Ronald Hendel has written a wonderfully erudite book about the arcane world of textual criticism of the Hebrew Bible. He demonstrates mastery of the subject on every page, as he cites not only the standard surveys of the field (from Julius Wellhausen of yore to Emanuel Tov of today), but also more obscure and narrower studies on particular passages, along with general treatments that reach beyond Biblical studies into other fields within the humanities.
With such an opening paragraph, one might expect me to give this book a glowing review. And, of course, I would, except that I personally hold to the polar opposite view to the one promoted by Hendel.

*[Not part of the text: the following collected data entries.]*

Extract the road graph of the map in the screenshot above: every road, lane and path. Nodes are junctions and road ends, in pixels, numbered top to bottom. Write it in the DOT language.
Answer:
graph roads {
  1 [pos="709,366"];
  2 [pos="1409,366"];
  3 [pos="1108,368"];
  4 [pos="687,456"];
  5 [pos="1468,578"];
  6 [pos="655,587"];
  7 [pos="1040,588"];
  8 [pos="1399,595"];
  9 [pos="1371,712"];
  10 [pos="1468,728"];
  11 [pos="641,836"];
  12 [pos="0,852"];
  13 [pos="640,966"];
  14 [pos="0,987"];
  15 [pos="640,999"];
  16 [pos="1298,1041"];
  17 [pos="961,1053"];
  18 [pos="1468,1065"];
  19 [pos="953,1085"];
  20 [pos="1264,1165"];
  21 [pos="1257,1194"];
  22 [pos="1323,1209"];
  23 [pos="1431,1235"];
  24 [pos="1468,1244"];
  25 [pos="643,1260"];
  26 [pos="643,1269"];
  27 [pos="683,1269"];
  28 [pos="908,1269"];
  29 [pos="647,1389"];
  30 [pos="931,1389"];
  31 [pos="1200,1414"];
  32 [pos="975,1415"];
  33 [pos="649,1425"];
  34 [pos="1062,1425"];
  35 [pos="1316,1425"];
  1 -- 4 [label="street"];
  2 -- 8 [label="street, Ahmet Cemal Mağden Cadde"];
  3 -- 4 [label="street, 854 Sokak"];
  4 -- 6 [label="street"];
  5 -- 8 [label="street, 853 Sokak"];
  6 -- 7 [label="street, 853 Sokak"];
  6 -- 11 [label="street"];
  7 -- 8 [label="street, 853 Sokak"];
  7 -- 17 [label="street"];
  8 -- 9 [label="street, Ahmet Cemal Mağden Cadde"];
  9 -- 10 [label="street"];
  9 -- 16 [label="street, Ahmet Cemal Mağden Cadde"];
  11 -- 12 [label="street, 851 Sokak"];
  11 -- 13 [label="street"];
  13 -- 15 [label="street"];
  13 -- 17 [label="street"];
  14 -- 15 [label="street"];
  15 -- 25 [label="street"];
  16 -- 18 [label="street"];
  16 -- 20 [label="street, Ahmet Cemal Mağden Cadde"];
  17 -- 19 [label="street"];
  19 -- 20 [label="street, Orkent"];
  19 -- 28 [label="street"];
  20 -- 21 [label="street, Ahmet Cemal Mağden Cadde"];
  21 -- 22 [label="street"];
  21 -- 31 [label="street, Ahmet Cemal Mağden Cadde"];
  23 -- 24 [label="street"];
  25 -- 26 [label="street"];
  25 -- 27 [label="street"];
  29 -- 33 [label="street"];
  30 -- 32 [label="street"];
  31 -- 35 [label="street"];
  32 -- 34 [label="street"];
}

About 20 years ago, Hendel conceived of a new project—nothing less than a new edition of the Hebrew Bible, starting from scratch. To appreciate what that entails, some background is required.

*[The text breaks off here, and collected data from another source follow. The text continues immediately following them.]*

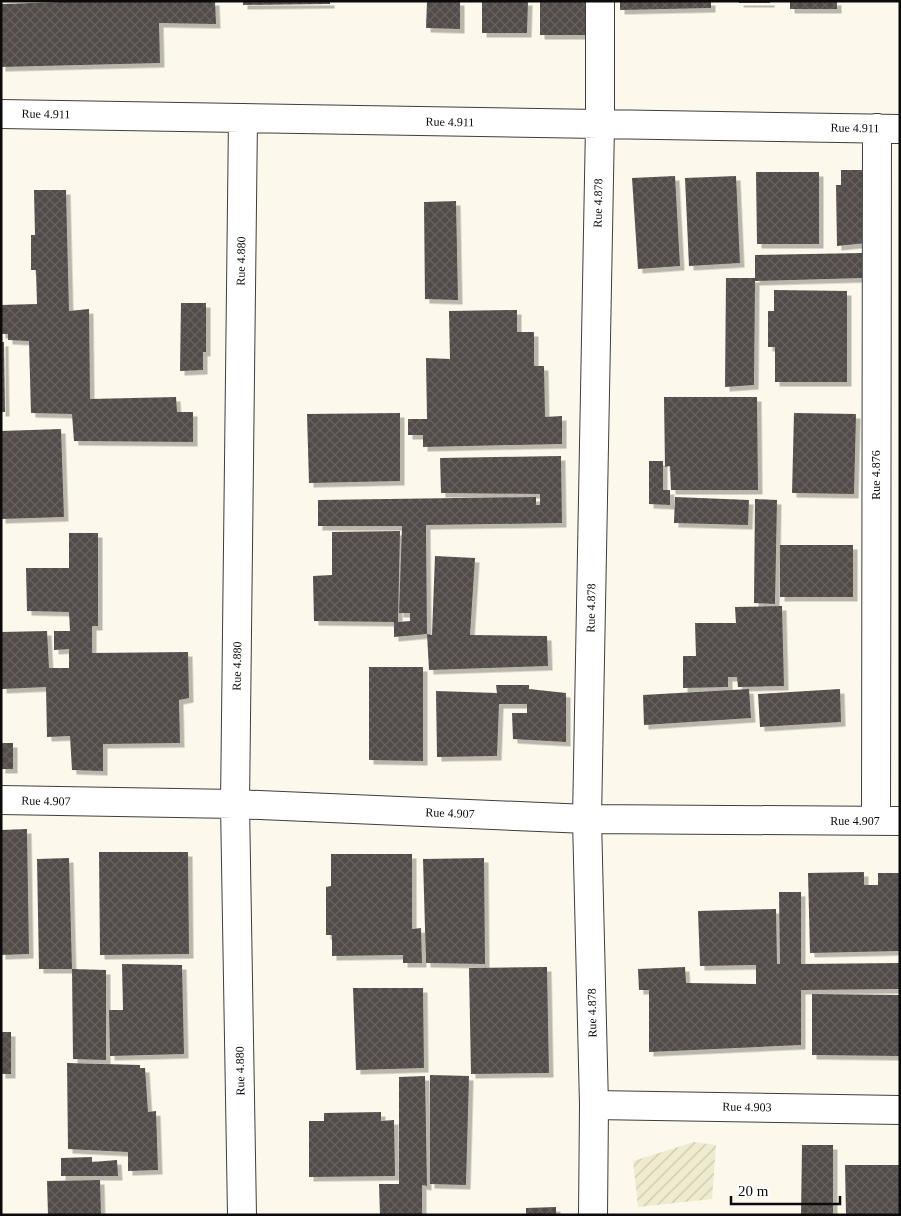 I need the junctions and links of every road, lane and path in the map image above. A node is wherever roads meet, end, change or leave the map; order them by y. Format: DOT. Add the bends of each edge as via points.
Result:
graph roads {
  1 [pos="600,1"];
  2 [pos="1,114"];
  3 [pos="243,118"];
  4 [pos="600,125"];
  5 [pos="888,128"];
  6 [pos="1,800"];
  7 [pos="235,804"];
  8 [pos="587,819"];
  9 [pos="888,821"];
  10 [pos="594,1105"];
  11 [pos="900,1110"];
  12 [pos="242,1215"];
  13 [pos="594,1215"];
  1 -- 4 [label="street, Rue 4.878"];
  2 -- 3 [label="street, Rue 4.911"];
  3 -- 4 [label="street, Rue 4.911"];
  3 -- 7 [label="street, Rue 4.880"];
  4 -- 5 [label="street, Rue 4.911"];
  4 -- 8 [label="street, Rue 4.878"];
  5 -- 9 [label="street, Rue 4.876"];
  6 -- 7 [label="street, Rue 4.907"];
  7 -- 8 [label="street, Rue 4.907"];
  7 -- 12 [label="street, Rue 4.880"];
  8 -- 9 [label="street, Rue 4.907"];
  8 -- 10 [label="street, Rue 4.878"];
  10 -- 11 [label="street, Rue 4.903"];
  10 -- 13 [label="street, Rue 4.878"];
}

There have been two types of editions in the history of the humanities: diplomatic and eclectic. With a diplomatic edition, the scholar (or team of scholars) decides which historical manuscript is the best one. This manuscript is then painstakingly transcribed into regular printed font and presented as the main text, with any variants that appear in other manuscripts relegated to the bottom of the page, in what scholars call the critical apparatus.
For an eclectic edition, the scholars sift through all of the available manuscripts and select the best reading for each verse or passage. With this approach, the final product is posited to be the best possible reconstruction of the Urtext (the original text), whether or not such a text ever existed.